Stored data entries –
== Segment start ==

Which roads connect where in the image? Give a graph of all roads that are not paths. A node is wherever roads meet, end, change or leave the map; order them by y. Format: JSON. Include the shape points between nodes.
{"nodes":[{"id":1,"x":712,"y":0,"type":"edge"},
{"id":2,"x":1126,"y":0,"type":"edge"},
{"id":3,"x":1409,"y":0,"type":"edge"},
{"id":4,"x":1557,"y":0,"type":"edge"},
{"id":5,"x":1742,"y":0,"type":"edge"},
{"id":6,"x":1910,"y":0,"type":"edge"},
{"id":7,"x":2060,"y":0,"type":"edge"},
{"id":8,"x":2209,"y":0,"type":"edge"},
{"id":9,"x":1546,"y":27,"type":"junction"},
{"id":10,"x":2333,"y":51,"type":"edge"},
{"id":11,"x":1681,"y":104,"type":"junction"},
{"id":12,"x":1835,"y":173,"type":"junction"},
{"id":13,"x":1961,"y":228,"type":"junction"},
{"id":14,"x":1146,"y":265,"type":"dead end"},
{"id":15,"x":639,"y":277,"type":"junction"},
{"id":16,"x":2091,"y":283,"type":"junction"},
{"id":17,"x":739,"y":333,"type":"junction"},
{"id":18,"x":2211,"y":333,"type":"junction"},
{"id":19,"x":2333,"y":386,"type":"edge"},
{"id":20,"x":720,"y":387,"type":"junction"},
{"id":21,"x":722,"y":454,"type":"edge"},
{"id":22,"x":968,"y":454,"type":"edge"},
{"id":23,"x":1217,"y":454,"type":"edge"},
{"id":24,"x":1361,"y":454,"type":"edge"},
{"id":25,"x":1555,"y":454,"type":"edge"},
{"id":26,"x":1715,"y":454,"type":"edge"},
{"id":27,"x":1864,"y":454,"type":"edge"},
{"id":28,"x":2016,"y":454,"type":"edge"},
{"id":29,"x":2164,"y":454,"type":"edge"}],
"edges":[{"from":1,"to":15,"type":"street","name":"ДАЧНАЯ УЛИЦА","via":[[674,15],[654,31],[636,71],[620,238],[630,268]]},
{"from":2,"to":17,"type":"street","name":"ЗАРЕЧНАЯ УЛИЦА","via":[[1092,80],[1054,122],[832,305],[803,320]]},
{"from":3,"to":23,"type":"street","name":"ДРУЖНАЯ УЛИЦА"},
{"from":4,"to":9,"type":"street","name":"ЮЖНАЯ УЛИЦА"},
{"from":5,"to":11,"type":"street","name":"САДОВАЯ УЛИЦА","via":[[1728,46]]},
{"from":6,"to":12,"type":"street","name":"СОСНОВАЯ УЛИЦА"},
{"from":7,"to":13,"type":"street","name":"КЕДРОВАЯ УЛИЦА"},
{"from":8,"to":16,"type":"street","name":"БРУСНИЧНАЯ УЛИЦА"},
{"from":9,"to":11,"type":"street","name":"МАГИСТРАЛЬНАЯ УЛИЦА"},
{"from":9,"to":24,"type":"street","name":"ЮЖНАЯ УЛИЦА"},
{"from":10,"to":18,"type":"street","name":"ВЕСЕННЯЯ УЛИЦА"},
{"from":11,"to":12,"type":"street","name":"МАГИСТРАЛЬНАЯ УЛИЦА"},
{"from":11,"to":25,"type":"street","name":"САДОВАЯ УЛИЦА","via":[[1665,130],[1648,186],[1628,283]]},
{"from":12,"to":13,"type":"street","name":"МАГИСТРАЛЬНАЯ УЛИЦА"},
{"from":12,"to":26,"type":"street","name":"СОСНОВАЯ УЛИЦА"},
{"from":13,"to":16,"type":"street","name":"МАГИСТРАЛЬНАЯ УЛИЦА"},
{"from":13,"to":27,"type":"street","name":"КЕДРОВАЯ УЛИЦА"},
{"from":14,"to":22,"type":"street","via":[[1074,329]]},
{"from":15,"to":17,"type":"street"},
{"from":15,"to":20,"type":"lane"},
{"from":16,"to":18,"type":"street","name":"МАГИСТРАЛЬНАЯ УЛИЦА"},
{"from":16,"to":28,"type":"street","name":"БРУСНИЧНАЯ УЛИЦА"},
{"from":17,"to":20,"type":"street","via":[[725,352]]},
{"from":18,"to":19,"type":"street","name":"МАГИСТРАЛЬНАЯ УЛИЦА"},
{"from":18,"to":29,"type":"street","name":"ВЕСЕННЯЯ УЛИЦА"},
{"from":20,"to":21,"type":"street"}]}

== Segment end ==

Your goal – Show every line of the data in which the word "САДОВАЯ" appears.

Response –
{"from":5,"to":11,"type":"street","name":"САДОВАЯ УЛИЦА","via":[[1728,46]]},
{"from":11,"to":25,"type":"street","name":"САДОВАЯ УЛИЦА","via":[[1665,130],[1648,186],[1628,283]]},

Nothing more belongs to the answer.